Shipping is by no means a green alternative to air freight but we would rather work with brands that choose shipping over flying.

Returns and Repairs Policy
What policy do the brands have in place? Do they offer a repairs/replacement or re-purpose service? What do they do with their returns?

Unsold stock
What happens to any unsold stock?

In order to keep their products in pristine condition it's paramount they are securely packaged, sadly this often results in the use of plastic. We will encourage brands to join the SUP (Single Use Plastic) Project to phase out the use of virgin plastic or use alternative methods like compostable or biodegradable packaging. Some of the brands are currently trialing the use of RePack, a re-usable packaging solution for online shopping, and so far the response has been positive!

What pioneering innovations are the brands championing in order to use non-toxic and environmentally friendly techniques in their manufacturing? For example are they using or trialling bio-sourced and plant based products? Or have they explored carbon capture techniques via Regenerative Organic Farming as pioneered by Patagonia.

Do the brands offer a transparency report and what are their future goals? Are they willing to enter into open discussion about their sustainability goals and achievements? We are always delighted to see when a brand is part of the Sustainable Apparel Coalition and/or The Higg Index platform.
We are however very mindful that smaller independent brands or manufacturers are unlikely to have any of these accreditations. That doesn't mean they aren't responsible or transparent, they understandably just don't have the human resources to spend time fulfilling the criteria.

Sustainability Goals
The UN Sustainable Development Goals are a call for action by all countries to promote prosperity while protecting the planet. Which of the 17 goals do the brands support and how do they contribute to meeting the goals?
We are not asking for perfection, but brands should be able to demonstrate progress in their ethical and sustainable practices.

Carbon Footprint
What plans are in place for the brand to become net zero or net positive?

Non Profit Partnership
What do the brands do to help give back to our planet and its people?

Corp B Company
Our own goal is to become an accredited Corp B company so we are always excited to find these inspirational companies all working towards the same goals – placing the future of people and our planet at the forefront of their business.

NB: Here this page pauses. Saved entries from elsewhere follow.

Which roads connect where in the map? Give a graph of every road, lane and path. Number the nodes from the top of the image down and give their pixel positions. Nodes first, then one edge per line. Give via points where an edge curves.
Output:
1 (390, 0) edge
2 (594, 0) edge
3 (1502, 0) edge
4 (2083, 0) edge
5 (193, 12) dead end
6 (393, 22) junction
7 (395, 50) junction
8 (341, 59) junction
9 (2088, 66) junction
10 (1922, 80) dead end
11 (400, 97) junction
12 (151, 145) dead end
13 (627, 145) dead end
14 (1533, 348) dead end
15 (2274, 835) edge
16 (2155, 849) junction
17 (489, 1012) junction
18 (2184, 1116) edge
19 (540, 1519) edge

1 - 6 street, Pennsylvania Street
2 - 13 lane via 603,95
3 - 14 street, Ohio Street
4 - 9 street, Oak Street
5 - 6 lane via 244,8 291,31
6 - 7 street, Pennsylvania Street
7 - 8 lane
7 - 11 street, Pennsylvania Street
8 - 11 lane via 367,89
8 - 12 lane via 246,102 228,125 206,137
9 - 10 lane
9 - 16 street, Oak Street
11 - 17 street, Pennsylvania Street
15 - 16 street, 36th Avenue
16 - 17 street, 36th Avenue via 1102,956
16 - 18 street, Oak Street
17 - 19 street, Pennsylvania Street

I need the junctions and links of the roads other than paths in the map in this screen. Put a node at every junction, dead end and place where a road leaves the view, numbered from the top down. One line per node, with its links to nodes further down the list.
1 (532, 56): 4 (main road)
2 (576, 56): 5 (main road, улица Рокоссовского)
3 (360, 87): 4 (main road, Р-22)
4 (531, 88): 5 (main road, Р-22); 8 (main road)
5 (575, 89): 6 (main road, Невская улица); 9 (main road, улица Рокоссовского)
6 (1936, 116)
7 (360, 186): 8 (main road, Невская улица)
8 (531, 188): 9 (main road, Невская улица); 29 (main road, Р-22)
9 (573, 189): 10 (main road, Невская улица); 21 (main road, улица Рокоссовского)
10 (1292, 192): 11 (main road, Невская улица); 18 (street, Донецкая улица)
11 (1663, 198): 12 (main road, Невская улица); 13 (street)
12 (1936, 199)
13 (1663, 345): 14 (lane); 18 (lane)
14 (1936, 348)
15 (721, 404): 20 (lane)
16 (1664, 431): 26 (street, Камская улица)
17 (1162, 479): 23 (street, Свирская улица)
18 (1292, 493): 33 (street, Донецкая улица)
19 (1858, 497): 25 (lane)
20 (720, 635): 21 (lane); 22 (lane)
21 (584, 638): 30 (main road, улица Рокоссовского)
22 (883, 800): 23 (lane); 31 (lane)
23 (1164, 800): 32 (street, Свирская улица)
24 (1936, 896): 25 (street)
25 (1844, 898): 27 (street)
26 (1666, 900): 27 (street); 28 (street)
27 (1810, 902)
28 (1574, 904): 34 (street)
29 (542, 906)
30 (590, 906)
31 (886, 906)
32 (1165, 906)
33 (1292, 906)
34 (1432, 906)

Sadly most skiwear brands are based overseas. We are however very keen to use British brands when we can; especially when it comes to wool products. We are in discussions with a number of British Wool suppliers to commission our own range of 100% British Wool products.

Technical and safety performance is also key
There’s no point having kit that ticks every single eco credential if it cannot do the job it was created to do or falls apart after the first week of skiing.

Essential Plastic
This is when we appreciate and value the merits of plastic. It’s just not possible to have natural or biodegradable helmet, goggles, shovel, probe or transceivers.

We selected these safety products from brands who make exceptional quality kit that will last and provide the best protection currently possible.

Look stylish on and off the slopes
Having skiwear that makes you look and perform to your best means that you will look after and cherish your kit.

Hardwearing, well-made kit will mean less need to buy more resulting in less product waste and greater sustainability impact.

Final Thoughts

Sustainability is an incredibly layered process. There are numerous paths each brand can take and it is not possible for them all to make every change immediately. New challenges as well as new solutions are always being explored.

We want to support local and independent brands for whom it is very difficult to achieve these accreditations. They simply don’t have the resources.

Our inventory isn’t final, as a young brand EcoSki are excited to keep discovering and learning about the latest materials and performance innovations that skiwear brands have to offer. We are already in talks with brands to take on board next season which is incredibly exciting.